You have to weight up risks and benefits, taking into account several factors such as how severe the stroke is, how quickly the patient has arrived in hospital etc.”
Treatment by intravenous rt-PA after 4.5 hours…
Sandercock told NeuroNews, “The question of 4.5 hours is an interesting one. We can definitively say that the benefit of thrombolytic treatment is maximal within three hours, and within the three hours the sooner you can do it the better. The main clinical implication is that we have to work even harder to get patients to recognise those symptoms and get to the hospital quickly.

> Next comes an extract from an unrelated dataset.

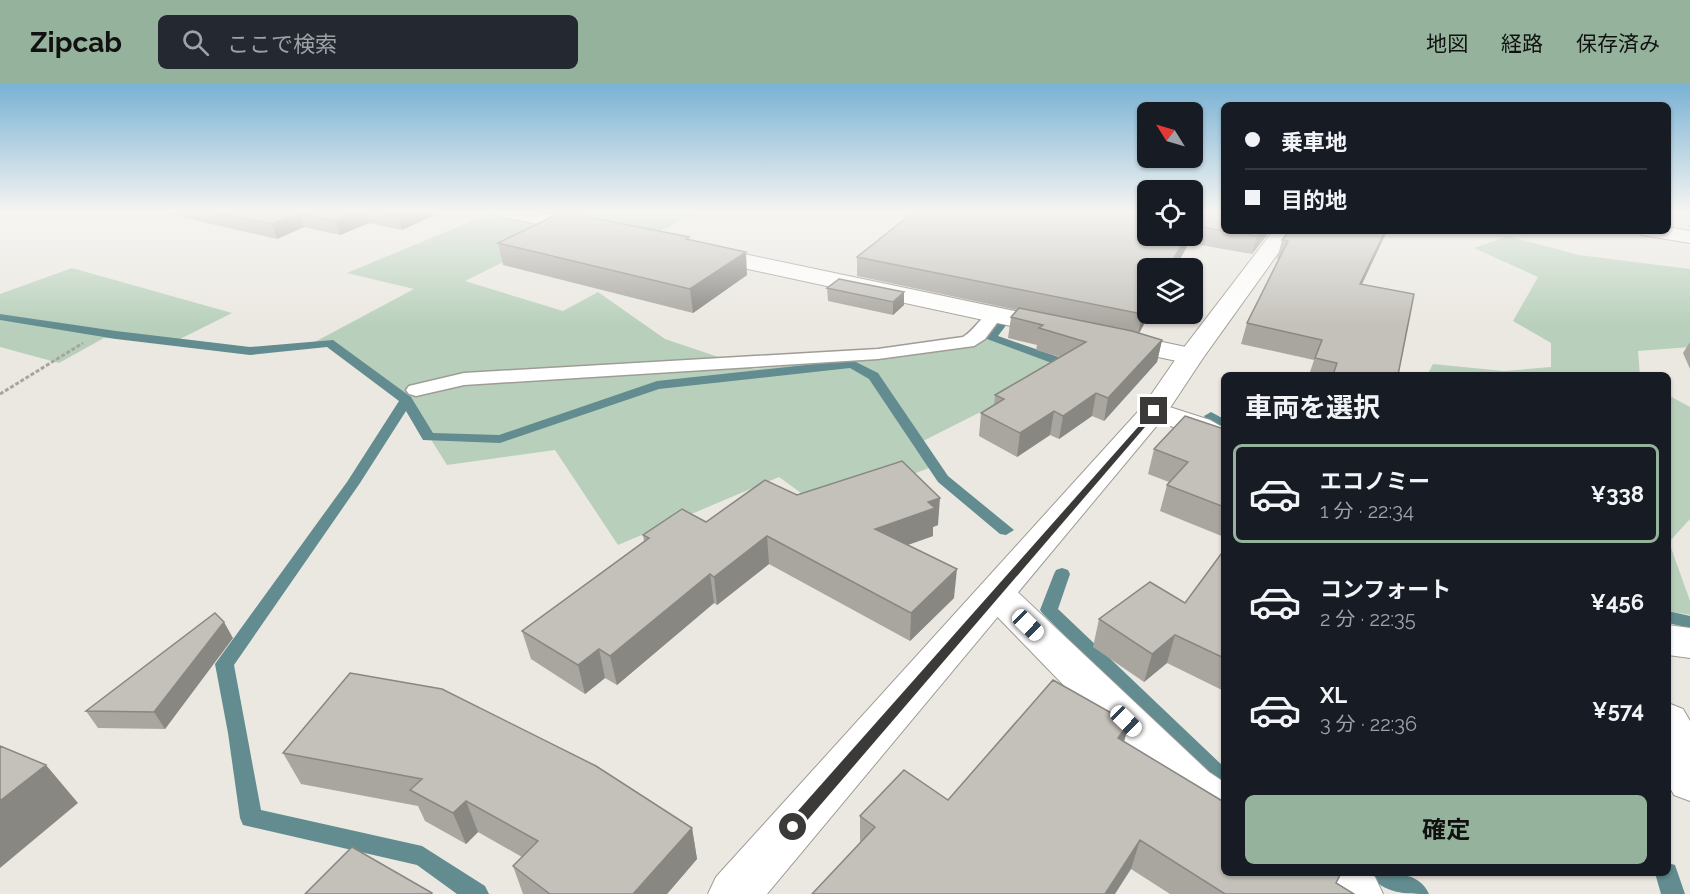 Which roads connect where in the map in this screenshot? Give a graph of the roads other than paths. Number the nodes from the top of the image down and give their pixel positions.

If a patient, for whatever reason arrives late to the hospital, after 4.5 hours, these data suggest that treatment might be beneficial. What we have said is that there are some randomised trials going on designed to find out which of those late patients can safely be treated, or which ones are most likely to respond to treatment. So should you be treating patients who come in 4.5 hours after a stroke? It is still a research question and such patients could be included in trials where you compare thrombolysis with no thrombolysis. So the results of the IST-3 trial do not say that you can definitely treat patients after 4.5 hours; our data did not answer that question reliably. What our trial did suggest fairly strongly, and which is new evidence, is that even patients with severe stroke, ie, a National Institutes of Health Stroke Scale (NIHSS) of 25, benefit from treatment. Such patients are not within the indications for treatment under EU licencing. We are trying to simplify the decision-making process for stroke and that you should consider thrombolysing even for severe strokes.”
Message for neurointerventionists
“For the neurointerventionists, the real message is that intravenous t-PA, given early with the minimum of delay is the standard of care. And as yet, there is no trial establishing that neurointerventional care, by mechanical clot retrieval, yields better outcomes,” he said.